I guess, if the ivory pieces belonged originally to Great Grandma Mary Etta, then perhaps she could crochet? 🙂 I like to think so!
I also asked my Mom about a story she used to tell me…where someone in the family had a comical way of pronouncing the word “hors d’oeuvres” – something like “horsey dorvers”. I had thought it was my Uncle Jack who used to say that as a joke. But Mom responded:
“Not recalling him using that expression–he was always very precise with his words. On occasion if someone asked him if he would like some of the food, he would say –” a smidgen of this or that”. Always ate one food item at a time completely before going to the next choice. He was in the army and then went to Northwestern University when I lived in Wis. He did visit and also lived with is in Wis before being hired by Chicago Tribune in advertising copy. He had a baritone voice and would burst out in song–even in movie theaters or on the bus which was embarrassing. He wanted to be “discovered”! He loved theater and acting.”
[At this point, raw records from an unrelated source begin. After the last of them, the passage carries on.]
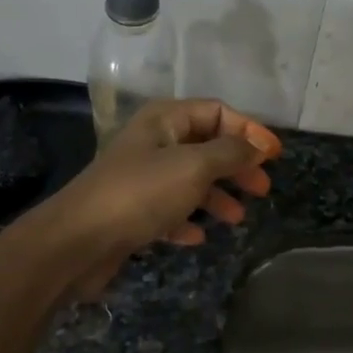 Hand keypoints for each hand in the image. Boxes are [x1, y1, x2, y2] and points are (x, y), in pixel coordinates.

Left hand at [25, 98, 282, 298]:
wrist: (78, 241)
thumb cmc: (141, 193)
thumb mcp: (194, 166)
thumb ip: (231, 153)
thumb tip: (258, 145)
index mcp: (165, 121)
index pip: (216, 112)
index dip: (249, 130)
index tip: (274, 156)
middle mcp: (153, 143)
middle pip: (206, 146)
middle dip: (236, 165)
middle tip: (262, 188)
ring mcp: (141, 179)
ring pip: (190, 180)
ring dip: (217, 196)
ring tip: (238, 218)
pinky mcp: (132, 212)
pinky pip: (170, 210)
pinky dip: (188, 219)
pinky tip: (199, 236) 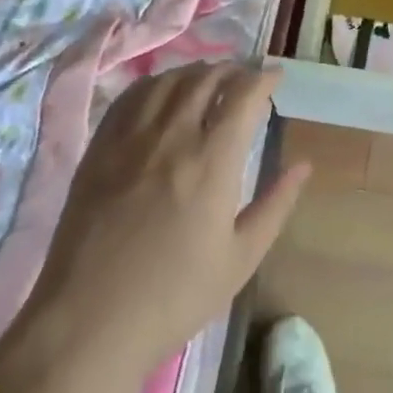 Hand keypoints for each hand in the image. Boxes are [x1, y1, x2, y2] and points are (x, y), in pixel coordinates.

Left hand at [22, 62, 309, 382]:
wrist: (88, 322)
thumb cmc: (173, 297)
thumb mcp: (240, 259)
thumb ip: (275, 206)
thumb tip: (304, 165)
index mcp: (212, 161)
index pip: (243, 95)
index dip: (263, 78)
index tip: (275, 76)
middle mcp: (173, 135)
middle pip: (205, 78)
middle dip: (232, 70)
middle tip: (245, 77)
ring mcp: (131, 137)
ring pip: (168, 81)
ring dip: (195, 71)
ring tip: (209, 79)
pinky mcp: (100, 146)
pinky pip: (131, 96)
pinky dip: (155, 83)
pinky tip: (162, 92) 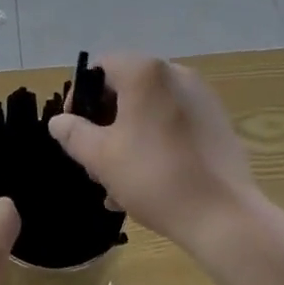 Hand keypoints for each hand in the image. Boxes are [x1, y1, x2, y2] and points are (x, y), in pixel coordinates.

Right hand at [49, 55, 258, 252]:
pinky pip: (175, 123)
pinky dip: (157, 142)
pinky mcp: (218, 122)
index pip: (101, 69)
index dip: (80, 98)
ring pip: (151, 110)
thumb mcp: (101, 157)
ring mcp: (201, 97)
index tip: (75, 132)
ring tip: (119, 183)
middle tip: (95, 161)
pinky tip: (150, 182)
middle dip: (106, 124)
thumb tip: (59, 121)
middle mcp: (175, 73)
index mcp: (145, 72)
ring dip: (130, 137)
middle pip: (127, 89)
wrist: (224, 215)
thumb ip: (74, 134)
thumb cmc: (154, 177) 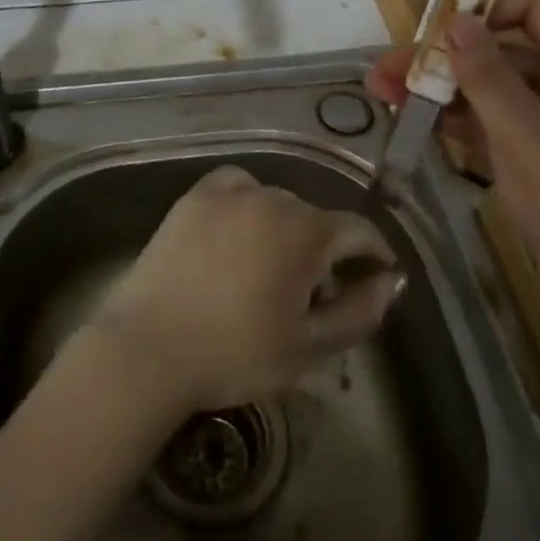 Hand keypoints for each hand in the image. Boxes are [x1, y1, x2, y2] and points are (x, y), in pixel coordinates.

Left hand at [87, 165, 405, 412]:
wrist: (148, 349)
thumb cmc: (236, 354)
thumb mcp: (310, 346)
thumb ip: (360, 311)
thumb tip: (391, 280)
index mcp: (306, 231)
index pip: (357, 230)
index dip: (374, 252)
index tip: (377, 275)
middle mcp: (271, 198)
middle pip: (315, 218)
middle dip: (326, 250)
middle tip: (315, 294)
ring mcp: (227, 194)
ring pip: (276, 202)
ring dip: (286, 228)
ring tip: (273, 266)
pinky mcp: (192, 199)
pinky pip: (235, 186)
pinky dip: (247, 202)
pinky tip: (241, 227)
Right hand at [367, 0, 539, 331]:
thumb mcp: (525, 133)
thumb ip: (486, 74)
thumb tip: (454, 19)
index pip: (533, 8)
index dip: (480, 11)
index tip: (429, 28)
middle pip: (501, 50)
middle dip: (442, 59)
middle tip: (383, 68)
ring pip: (491, 88)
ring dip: (440, 89)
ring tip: (381, 93)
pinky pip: (494, 121)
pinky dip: (457, 119)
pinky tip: (413, 119) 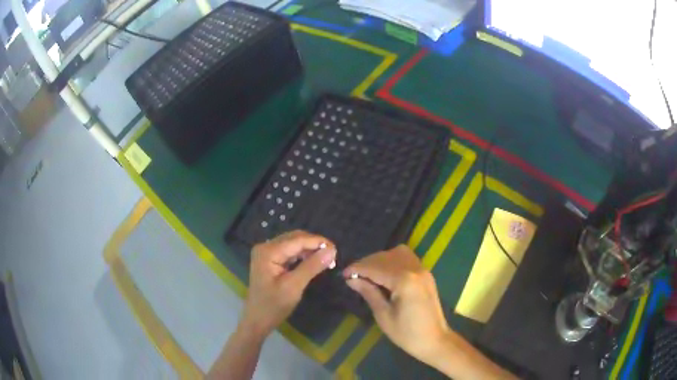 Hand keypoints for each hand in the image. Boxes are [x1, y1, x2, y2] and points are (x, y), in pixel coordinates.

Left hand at [242, 230, 336, 336]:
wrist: (257, 320)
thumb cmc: (273, 306)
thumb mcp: (294, 286)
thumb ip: (312, 266)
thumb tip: (332, 250)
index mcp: (268, 251)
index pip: (297, 240)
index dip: (318, 242)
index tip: (337, 250)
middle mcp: (266, 247)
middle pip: (295, 238)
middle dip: (314, 245)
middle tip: (333, 256)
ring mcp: (267, 253)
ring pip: (293, 244)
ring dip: (310, 250)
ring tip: (326, 260)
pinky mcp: (270, 260)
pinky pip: (289, 252)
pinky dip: (302, 256)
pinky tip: (313, 262)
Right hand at [343, 245, 449, 364]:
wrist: (435, 340)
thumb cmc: (407, 334)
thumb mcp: (384, 316)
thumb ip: (369, 293)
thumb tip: (351, 279)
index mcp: (404, 281)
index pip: (375, 267)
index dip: (357, 269)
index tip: (343, 274)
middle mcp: (414, 269)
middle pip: (385, 257)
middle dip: (367, 263)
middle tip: (353, 275)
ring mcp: (423, 270)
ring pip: (397, 253)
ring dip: (380, 259)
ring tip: (368, 273)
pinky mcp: (426, 274)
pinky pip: (407, 258)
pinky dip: (393, 260)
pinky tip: (385, 273)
I loved learning more about my Uncle Jack through her reply…I would have loved to have met him as he seems like such a wonderful, fascinating person!
So the mystery remains…if my Mom cannot remember…who used to say “hors d’oeuvres” in a funny way? Was it Grandpa Edstrom or someone else? Maybe it was even my own Dad!? That would possibly make sense considering his cute sense of humor! Or maybe it was one of my own older brothers?
Footnote: My apologies to Great Grandma Mary Etta for breaking your crochet hook. If it had survived, I’d still be using it today and thinking of you with every stitch!